The generated may contain a few inappropriate responses. In our preliminary testing, we have not encountered any offensive responses.
## Collection process
The [Github repository](https://github.com/tatsu-lab/stanford_alpaca) contains the code to generate the dataset.
## Uses
### Has the dataset been used for any tasks already?
The dataset is used to train the Alpaca models that are both used for the demo and released.
### Is there a repository that links to any or all papers or systems that use the dataset?
Please see https://github.com/tatsu-lab/stanford_alpaca
### Is there anything about the composition of the dataset or the way it was collected and preprocessed/cleaned/labeled that might impact future uses?
This dataset is generated by using the OpenAI's API. Therefore, this dataset cannot be used for commerical usage that compete with OpenAI.
### Are there tasks for which the dataset should not be used?
The dataset should not be used for commerical usage that compete with OpenAI.
## Distribution
### Will the dataset be distributed to third parties outside of the entity (e.g., company, institution, organization) on behalf of which the dataset was created?

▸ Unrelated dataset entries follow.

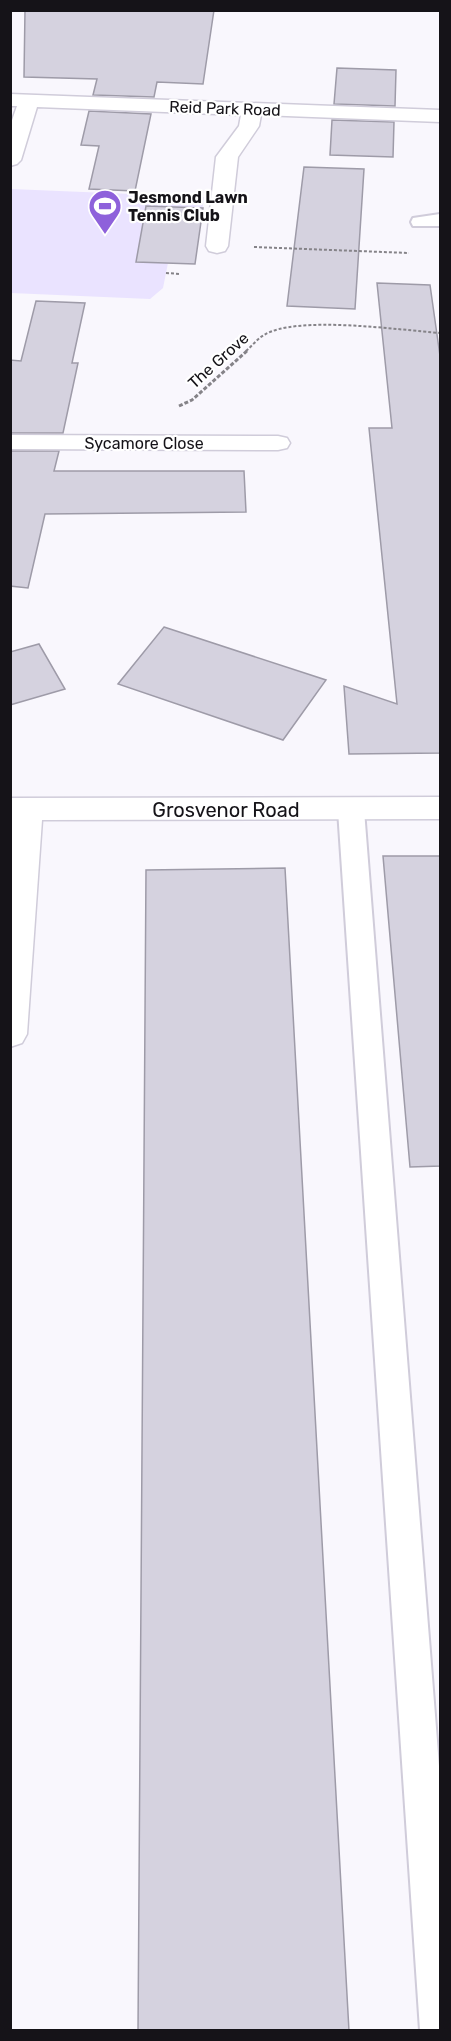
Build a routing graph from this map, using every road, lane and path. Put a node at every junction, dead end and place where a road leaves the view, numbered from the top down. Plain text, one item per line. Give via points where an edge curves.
1 (20, 100) edge
2 (252, 109) junction
3 (441, 116) edge
4 (10, 160) edge
5 (441, 220) edge
6 (420, 222) joint
7 (217, 246) joint
8 (166, 273) dead end
9 (180, 274) dead end
10 (441, 333) edge
11 (177, 407) dead end
12 (10, 442) edge
13 (278, 443) dead end
14 (441, 808) edge
15 (19, 809) edge
16 (351, 810) junction
17 (10, 1034) edge
18 (440, 2031) edge

1 - 2 street, Reid Park Road
1 - 4 street
2 - 3 street, Reid Park Road
2 - 7 street via 249,126 228,157
5 - 6 lane
6 - 7 path via 420,253
8 - 9 path
10 - 11 path, The Grove via 313,324 285,327 264,335 192,400
12 - 13 street, Sycamore Close
14 - 16 street, Grosvenor Road
15 - 16 street, Grosvenor Road
15 - 17 street
16 - 18 lane

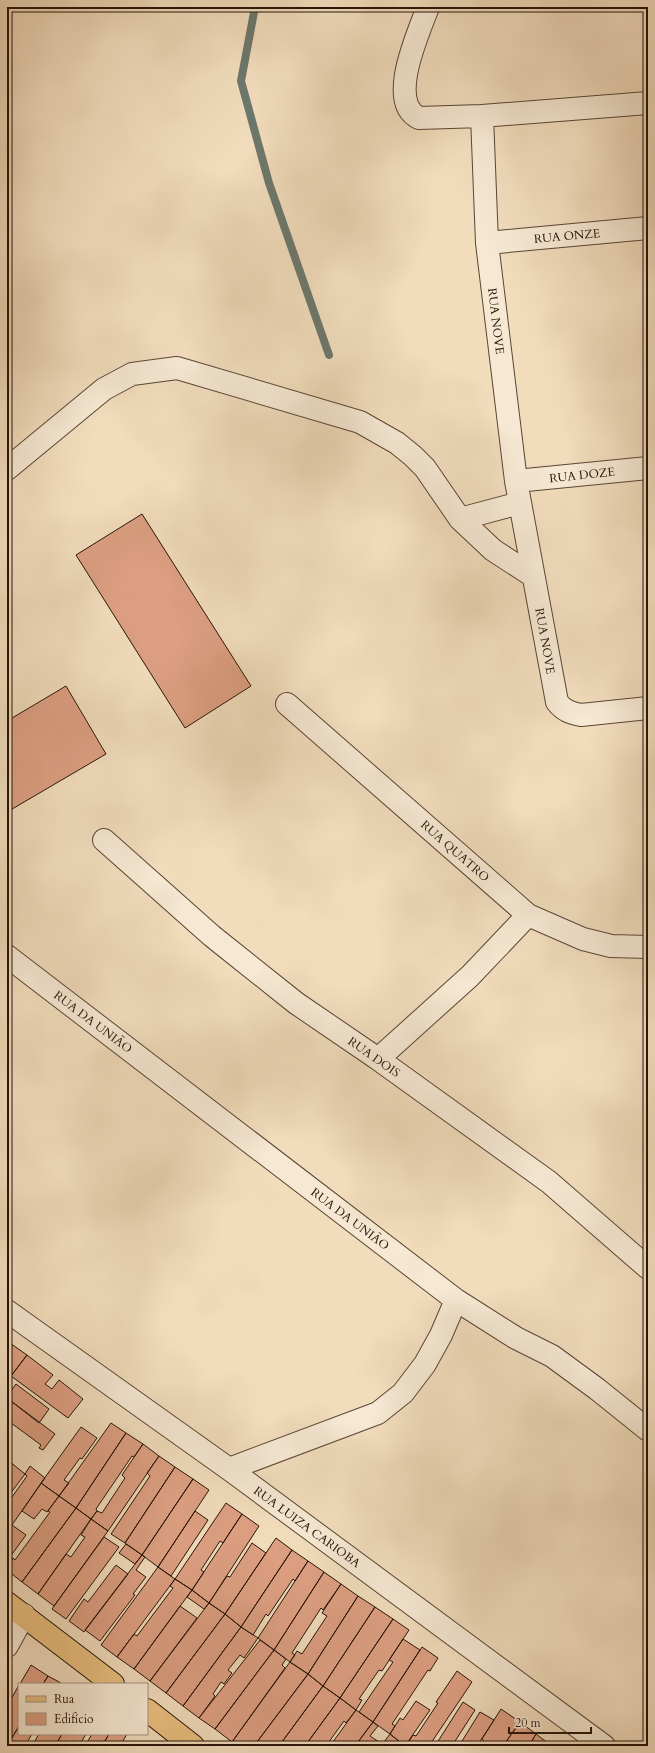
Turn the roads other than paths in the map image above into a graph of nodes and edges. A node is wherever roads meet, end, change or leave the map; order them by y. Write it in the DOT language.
graph roads {
  1 [pos="428,7"];
  2 [pos="648,103"];
  3 [pos="482,116"];
  4 [pos="648,228"];
  5 [pos="486,243"];
  6 [pos="648,468"];
  7 [pos="7,469"];
  8 [pos="516,481"];
  9 [pos="520,503"];
  10 [pos="460,519"];
  11 [pos="533,576"];
  12 [pos="288,704"];
  13 [pos="648,708"];
  14 [pos="104,840"];
  15 [pos="528,915"];
  16 [pos="648,947"];
  17 [pos="7,956"];
  18 [pos="378,1059"];
  19 [pos="648,1268"];
  20 [pos="456,1300"];
  21 [pos="7,1310"];
  22 [pos="648,1430"];
  23 [pos="229,1469"];
  24 [pos="16,1609"];
  25 [pos="7,1646"];
  26 [pos="112,1683"];
  27 [pos="148,1711"];
  28 [pos="193,1746"];
  29 [pos="604,1746"];
  1 -- 3 [label="street"];
  2 -- 3 [label="street"];
  3 -- 5 [label="street, RUA NOVE"];
  4 -- 5 [label="street, RUA ONZE"];
  5 -- 8 [label="street, RUA NOVE"];
  6 -- 8 [label="street, RUA DOZE"];
  7 -- 10 [label="street"];
  8 -- 9 [label="street, RUA NOVE"];
  9 -- 10 [label="street"];
  9 -- 11 [label="street, RUA NOVE"];
  10 -- 11 [label="street"];
  11 -- 13 [label="street, RUA NOVE"];
  12 -- 15 [label="street, RUA QUATRO"];
  14 -- 18 [label="street, RUA DOIS"];
  15 -- 16 [label="street, RUA QUATRO"];
  15 -- 18 [label="street"];
  17 -- 20 [label="street, RUA DA UNIÃO"];
  18 -- 19 [label="street, RUA DOIS"];
  20 -- 22 [label="street, RUA DA UNIÃO"];
  20 -- 23 [label="street"];
  21 -- 23 [label="street, RUA LUIZA CARIOBA"];
  23 -- 29 [label="street, RUA LUIZA CARIOBA"];
  24 -- 25 [label="street"];
  24 -- 26 [label="main road"];
  27 -- 28 [label="main road"];
}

The dataset can be freely downloaded.
### How will the dataset will be distributed (e.g., tarball on website, API, GitHub)?

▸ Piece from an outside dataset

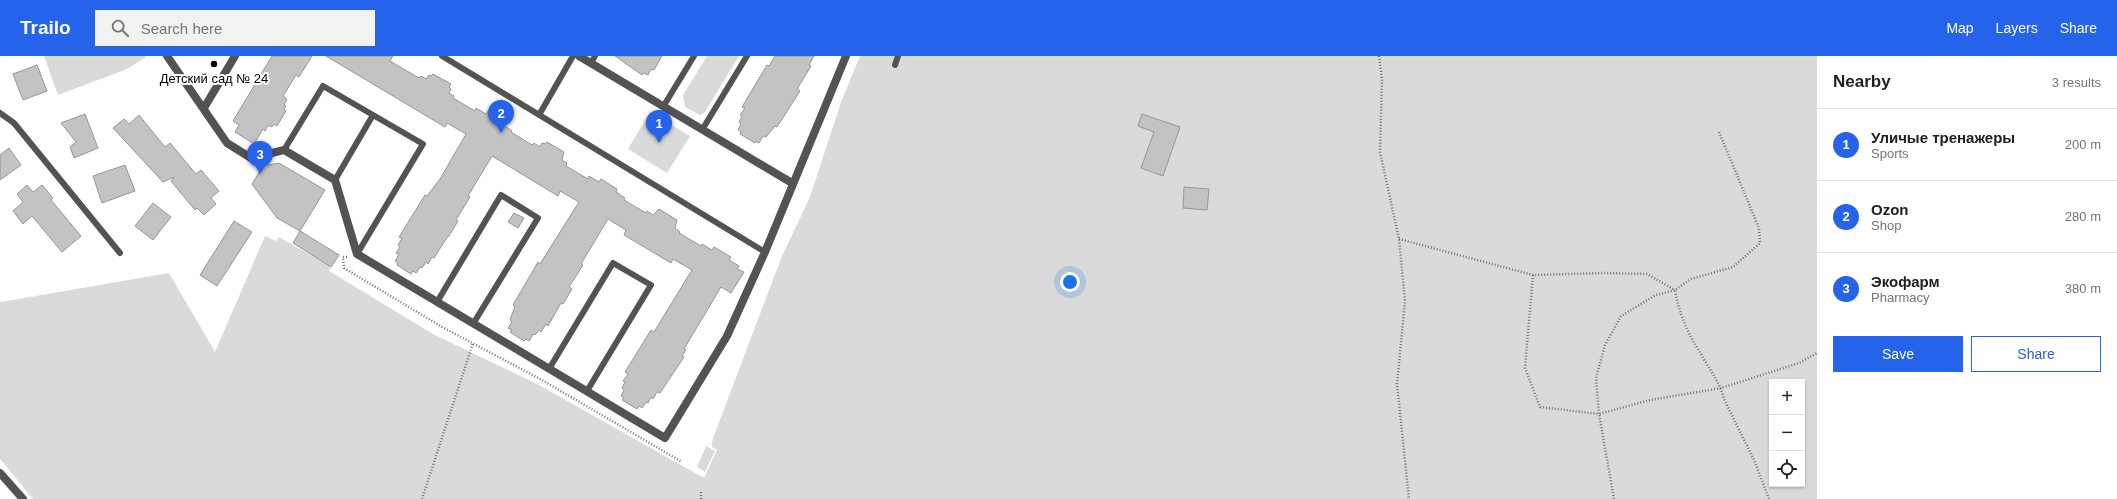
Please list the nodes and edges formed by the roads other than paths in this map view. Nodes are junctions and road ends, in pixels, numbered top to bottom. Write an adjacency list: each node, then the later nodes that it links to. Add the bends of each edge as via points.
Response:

The dataset can be downloaded from the [Github repository](https://github.com/tatsu-lab/stanford_alpaca) as a json file.
### Will the dataset be distributed under a copyright or other intellectual property (IP) license, and/or under applicable terms of use (ToU)?
This dataset is distributed under [the ODC-By license](https://opendatacommons.org/licenses/by/1-0/).
### Have any third parties imposed IP-based or other restrictions on the data associated with the instances?
no
### Do any export controls or other regulatory restrictions apply to the dataset or to individual instances?
no
## Maintenance
### Who is supporting/hosting/maintaining the dataset?
The dataset is hosted on github and the Github repository is maintained by Rohan Taori, Ishaan Gulrajani, Tianyi Zhang, Yann Dubois, Xuechen Li.
### How can the owner/curator/manager of the dataset be contacted (e.g., email address)?
Please open an issue in the [Github repository](https://github.com/tatsu-lab/stanford_alpaca)
### Will the dataset be updated (e.g., to correct labeling errors, add new instances, delete instances)?
We do not have plan to update the dataset.